Collected data entries:
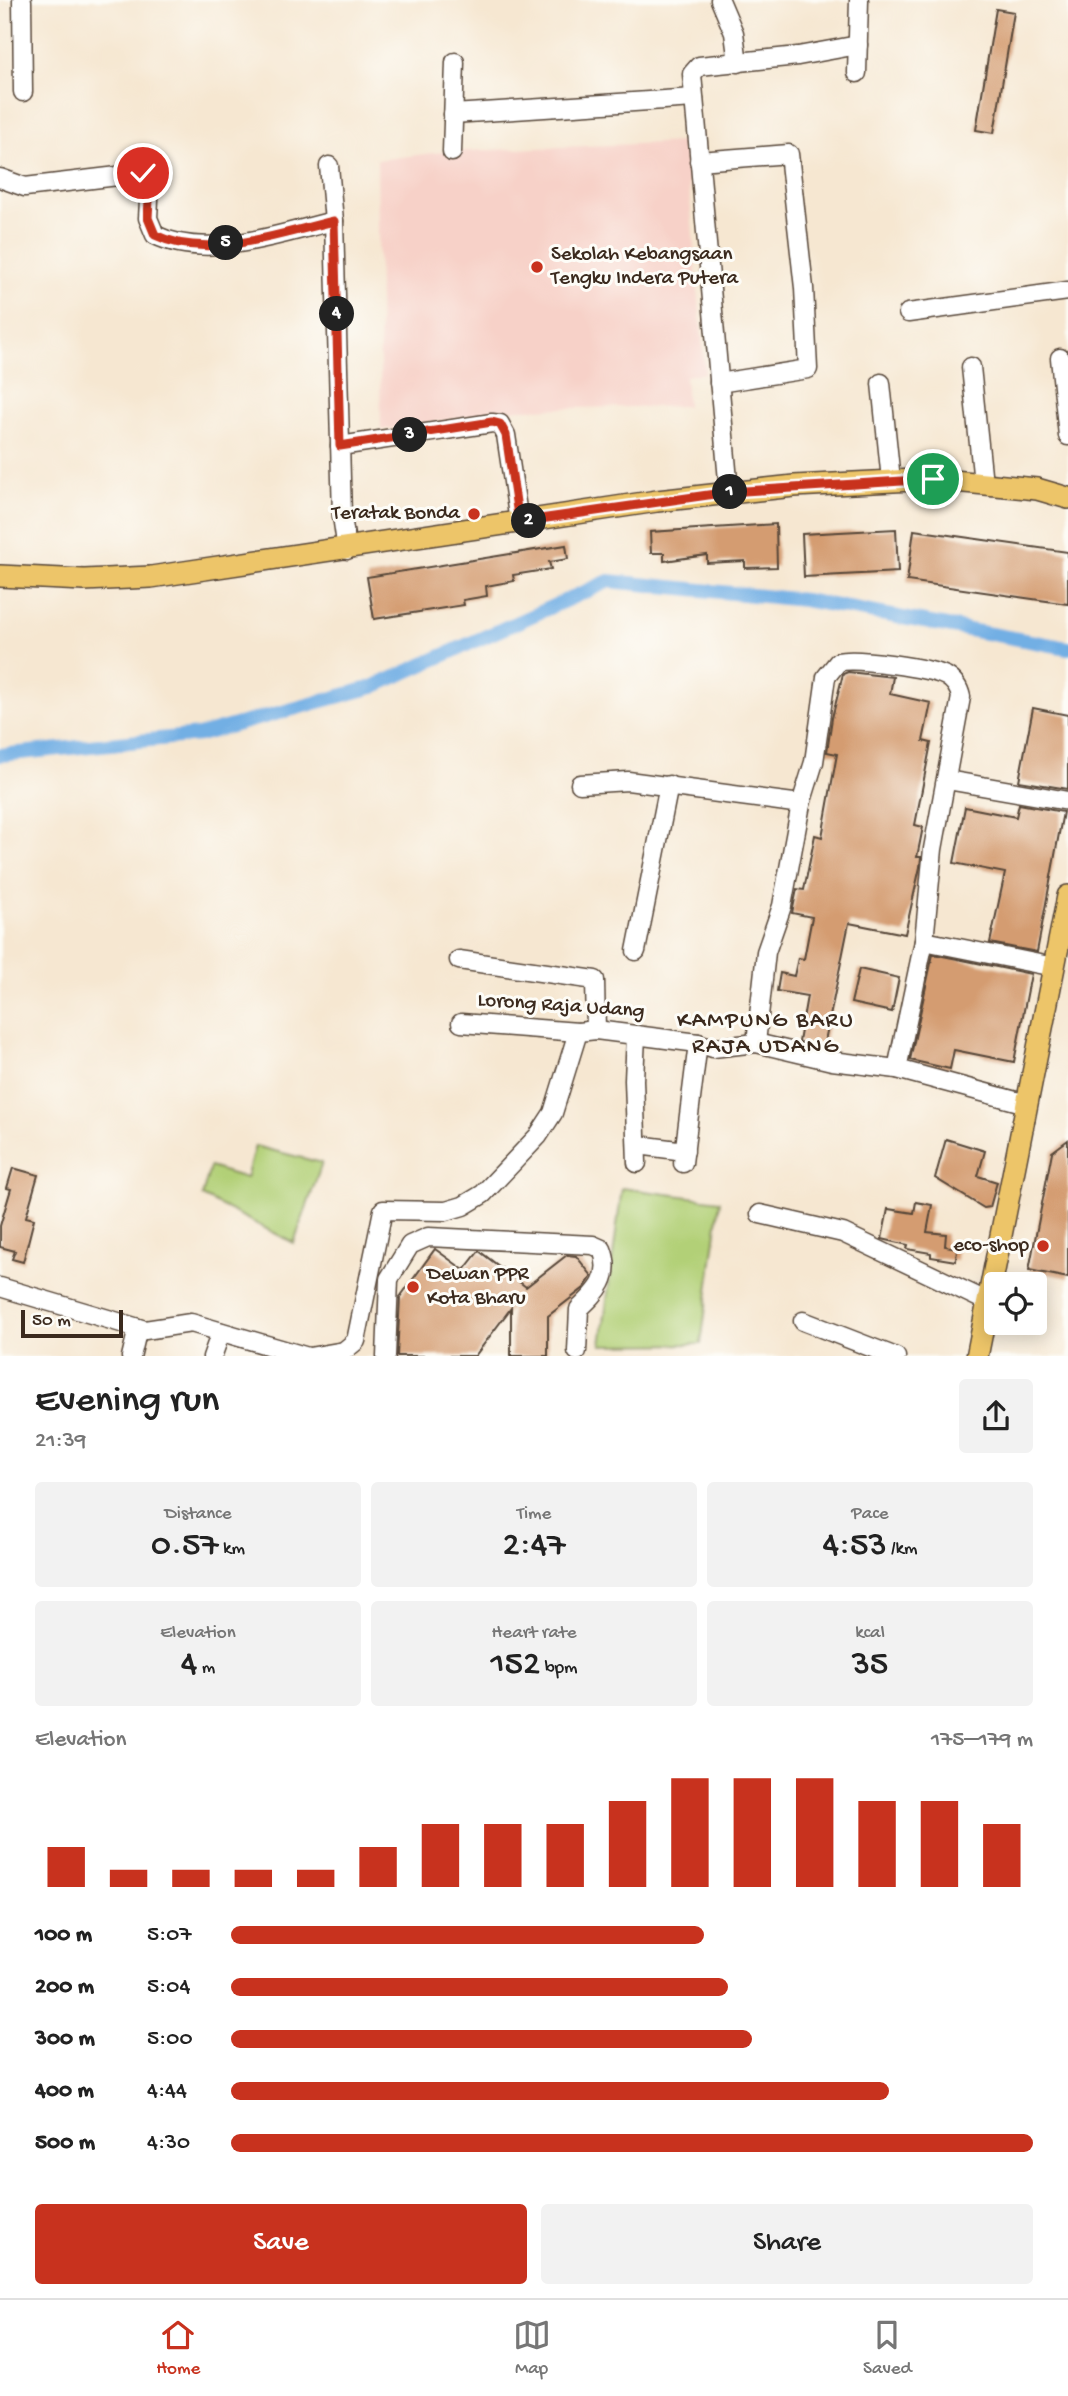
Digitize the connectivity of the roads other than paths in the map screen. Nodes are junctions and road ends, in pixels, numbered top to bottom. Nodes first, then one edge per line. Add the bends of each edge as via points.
1 (22, 0) edge
2 (720, 0) edge
3 (859, 0) edge
4 (858, 46) junction
5 (455, 62) dead end
6 (738, 62) junction
7 (857, 73) dead end
8 (23, 92) dead end
9 (694, 98) junction
10 (453, 114) junction
11 (452, 152) dead end
12 (699, 161) junction
13 (329, 166) dead end
14 (0, 178) edge
15 (334, 221) junction
16 (1068, 291) edge
17 (908, 313) dead end
18 (1060, 358) dead end
19 (971, 367) dead end
20 (719, 383) junction
21 (881, 383) dead end
22 (1068, 436) edge
23 (340, 446) junction
24 (891, 480) junction
25 (983, 483) junction
26 (1068, 488) edge
27 (1037, 489) junction
28 (729, 492) junction
29 (1068, 498) edge
30 (519, 522) junction
31 (347, 550) junction
32 (0, 576) edge
33 (947, 780) junction
34 (580, 784) dead end
35 (669, 785) junction
36 (1068, 801) edge
37 (800, 804) junction
38 (1067, 907) edge
39 (924, 941) junction
40 (635, 951) dead end
41 (459, 960) dead end
42 (1054, 967) junction
43 (461, 1023) dead end
44 (587, 1031) junction
45 (636, 1035) junction
46 (698, 1043) junction
47 (756, 1043) junction
48 (897, 1069) junction
49 (1027, 1104) junction
50 (760, 1214) dead end
51 (994, 1272) edge
52 (0, 1287) edge
53 (984, 1300) edge
54 (803, 1321) dead end
55 (984, 1322) edge
56 (138, 1328) junction
57 (221, 1332) junction
58 (350, 1354) edge
59 (580, 1355) edge
60 (131, 1356) edge
61 (212, 1356) edge
62 (308, 1356) edge
63 (386, 1356) edge
64 (896, 1356) edge
65 (977, 1356) edge

1 - 8 street
2 - 6 street via 734,33
3 - 4 street
4 - 6 street
4 - 7 street
5 - 10 street
6 - 9 street via 696,68 692,74
9 - 10 street
9 - 12 street
10 - 11 street
12 - 20 street
12 - 20 street via 789,154 804,288 808,369
13 - 15 street
14 - 15 street via 25,187 143,173 150,182 148,218 155,235 199,245 235,243
15 - 23 street
16 - 17 street
18 - 22 street
19 - 25 street
20 - 28 street
21 - 24 street
23 - 30 street via 500,424 506,435
23 - 31 street
24 - 25 main road
24 - 28 main road
25 - 27 main road
26 - 27 main road
27 - 29 main road
28 - 30 main road
30 - 31 main road
31 - 32 main road via 151,577
33 - 36 street
33 - 37 street via 961,709 954,682 945,676 849,659 838,662 826,677 814,762
33 - 39 street via 933,849
34 - 35 street via 628,780
35 - 37 street
35 - 40 street
37 - 47 street via 782,906 766,952
38 - 42 main road
39 - 42 street
39 - 48 street
41 - 44 street via 595,979
42 - 49 main road
43 - 44 street, Lorong Raja Udang
44 - 45 street, Lorong Raja Udang
44 - 58 street via 554,1113 483,1194 446,1210 383,1210 359,1332
45 - 46 street, Lorong Raja Udang
45 - 46 street via 638,1154 684,1157
46 - 47 street, Lorong Raja Udang via 713,1048
47 - 48 street, Lorong Raja Udang via 832,1061
48 - 49 street, Lorong Raja Udang
49 - 51 main road
50 - 53 street via 843,1233
52 - 56 street
54 - 64 street
55 - 65 main road
56 - 57 street via 155,1331 191,1323
56 - 60 street
57 - 61 street
57 - 62 street
58 - 62 street
59 - 63 street via 579,1309 600,1289 602,1250 593,1245 422,1238 410,1245 389,1279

> [Assignment]: Omit every image. Quote each record exactly.

> [Output for this exercise]:
Digitize the connectivity of the roads other than paths in the map screen. Nodes are junctions and road ends, in pixels, numbered top to bottom. Nodes first, then one edge per line. Add the bends of each edge as via points.
1 (22, 0) edge
2 (720, 0) edge
3 (859, 0) edge
4 (858, 46) junction
5 (455, 62) dead end
6 (738, 62) junction
7 (857, 73) dead end
8 (23, 92) dead end
9 (694, 98) junction
10 (453, 114) junction
11 (452, 152) dead end
12 (699, 161) junction
13 (329, 166) dead end
14 (0, 178) edge
15 (334, 221) junction
16 (1068, 291) edge
17 (908, 313) dead end
18 (1060, 358) dead end
19 (971, 367) dead end
20 (719, 383) junction
21 (881, 383) dead end
22 (1068, 436) edge
23 (340, 446) junction
24 (891, 480) junction
25 (983, 483) junction
26 (1068, 488) edge
27 (1037, 489) junction
28 (729, 492) junction
29 (1068, 498) edge
30 (519, 522) junction
31 (347, 550) junction
32 (0, 576) edge
33 (947, 780) junction
34 (580, 784) dead end
35 (669, 785) junction
36 (1068, 801) edge
37 (800, 804) junction
38 (1067, 907) edge
39 (924, 941) junction
40 (635, 951) dead end
41 (459, 960) dead end
42 (1054, 967) junction
43 (461, 1023) dead end
44 (587, 1031) junction
45 (636, 1035) junction
46 (698, 1043) junction
47 (756, 1043) junction
48 (897, 1069) junction
49 (1027, 1104) junction
50 (760, 1214) dead end
51 (994, 1272) edge
52 (0, 1287) edge
53 (984, 1300) edge
54 (803, 1321) dead end
55 (984, 1322) edge
56 (138, 1328) junction
57 (221, 1332) junction
58 (350, 1354) edge
59 (580, 1355) edge
60 (131, 1356) edge
61 (212, 1356) edge
62 (308, 1356) edge
63 (386, 1356) edge
64 (896, 1356) edge
65 (977, 1356) edge

1 - 8 street
2 - 6 street via 734,33
3 - 4 street
4 - 6 street
4 - 7 street
5 - 10 street
6 - 9 street via 696,68 692,74
9 - 10 street
9 - 12 street
10 - 11 street
12 - 20 street
12 - 20 street via 789,154 804,288 808,369
13 - 15 street
14 - 15 street via 25,187 143,173 150,182 148,218 155,235 199,245 235,243
15 - 23 street
16 - 17 street
18 - 22 street
19 - 25 street
20 - 28 street
21 - 24 street
23 - 30 street via 500,424 506,435
23 - 31 street
24 - 25 main road
24 - 28 main road
25 - 27 main road
26 - 27 main road
27 - 29 main road
28 - 30 main road
30 - 31 main road
31 - 32 main road via 151,577
33 - 36 street
33 - 37 street via 961,709 954,682 945,676 849,659 838,662 826,677 814,762
33 - 39 street via 933,849
34 - 35 street via 628,780
35 - 37 street
35 - 40 street
37 - 47 street via 782,906 766,952
38 - 42 main road
39 - 42 street
39 - 48 street
41 - 44 street via 595,979
42 - 49 main road
43 - 44 street, Lorong Raja Udang
44 - 45 street, Lorong Raja Udang
44 - 58 street via 554,1113 483,1194 446,1210 383,1210 359,1332
45 - 46 street, Lorong Raja Udang
45 - 46 street via 638,1154 684,1157
46 - 47 street, Lorong Raja Udang via 713,1048
47 - 48 street, Lorong Raja Udang via 832,1061
48 - 49 street, Lorong Raja Udang
49 - 51 main road
50 - 53 street via 843,1233
52 - 56 street
54 - 64 street
55 - 65 main road
56 - 57 street via 155,1331 191,1323
56 - 60 street
57 - 61 street
57 - 62 street
58 - 62 street
59 - 63 street via 579,1309 600,1289 602,1250 593,1245 422,1238 410,1245 389,1279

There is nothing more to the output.